The period of punishment has now lasted sufficiently long; it is time for Jehovah to bring forth the salvation of His people. "I have been silent eternally long, was still, restrained myself; like a travailing woman, I now breathe again, snort and snuff together." The standpoint of these prophecies has the larger half of the captivity behind it. It has already lasted a long time, though only for several decades; but in the estimation of Jehovah, with His love to His people, this time of long-suffering towards their oppressors is already an "eternity" (see Isa 57:11; Isa 58:12; Isa 61:4; Isa 63:18-19; Isa 64:4, cf., Isa 64:10, Isa 64:11). He has kept silence, has still forcibly restrained Himself, just as Joseph is said to have done to prevent himself from breaking out into tears (Gen 43:31).
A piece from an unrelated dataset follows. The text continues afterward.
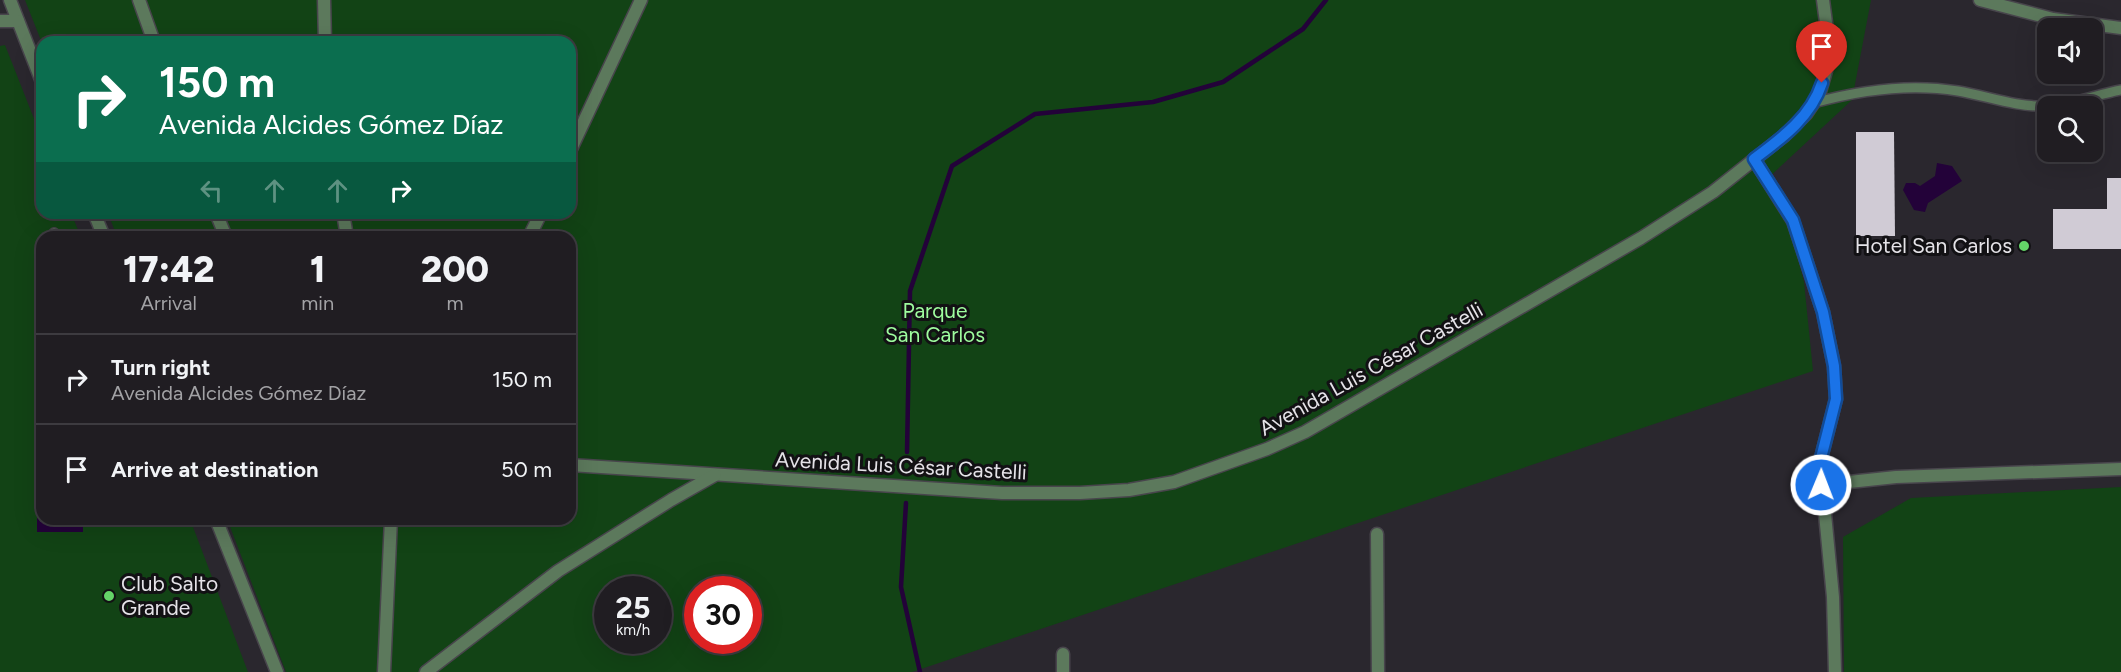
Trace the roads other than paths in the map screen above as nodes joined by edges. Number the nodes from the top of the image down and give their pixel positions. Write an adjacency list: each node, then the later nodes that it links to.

Love impelled Him to redeem His people; but justice was still obliged to proceed with punishment.
Three real futures now take the place of imperfects regulated by החשׁיתי. They are not to be understood as denoting the violent breathing and snorting of a hero, burning with rage and thirsting for battle (Knobel); nor is אשּׁם to be derived from שׁמם, as Hitzig supposes, through a mistaken comparison of Eze 36:3, though the latter does not mean to lay waste, but to be waste (see Hitzig on Eze 36:3). The true derivation is from נשׁם, related to נשׁף, נפשׁ, נשׁב. To the figure of a hero there is now added that of a travailing woman; פּעה is short breathing (with the glottis closed); נשׁם the snorting of violent inspiration and expiration; שׁאף the earnest longing for deliverance pressing upon the burden in the womb; and יחד expresses the combination of all these several strainings of the breath, which are associated with the so-called labour-pains. Some great thing, with which Jehovah has, as it were, long been pregnant, is now about to be born.
The delivery takes place, and the whole world of nature undergoes a metamorphosis, which is subservient to the great work of the future. "I make waste mountains and hills, and all their herbage I dry up, and change streams into islands, and lakes I dry up." Here is another example of Isaiah's favourite palindromy, as Nitzsch calls this return to a word that has been used before, or linking on the close of a period of its commencement. Jehovah's panting in labour is His almighty fiery breath, which turns mountains and hills into heaps of ruins, scorches up the vegetation, condenses streams into islands, and dries up the lakes; that is to say, turns the strange land, in which Israel has been held captive, into a desert, and at the same time removes all the hindrances to His people's return, thus changing the present condition of the world into one of the very opposite kind, which displays His righteousness in wrath and love.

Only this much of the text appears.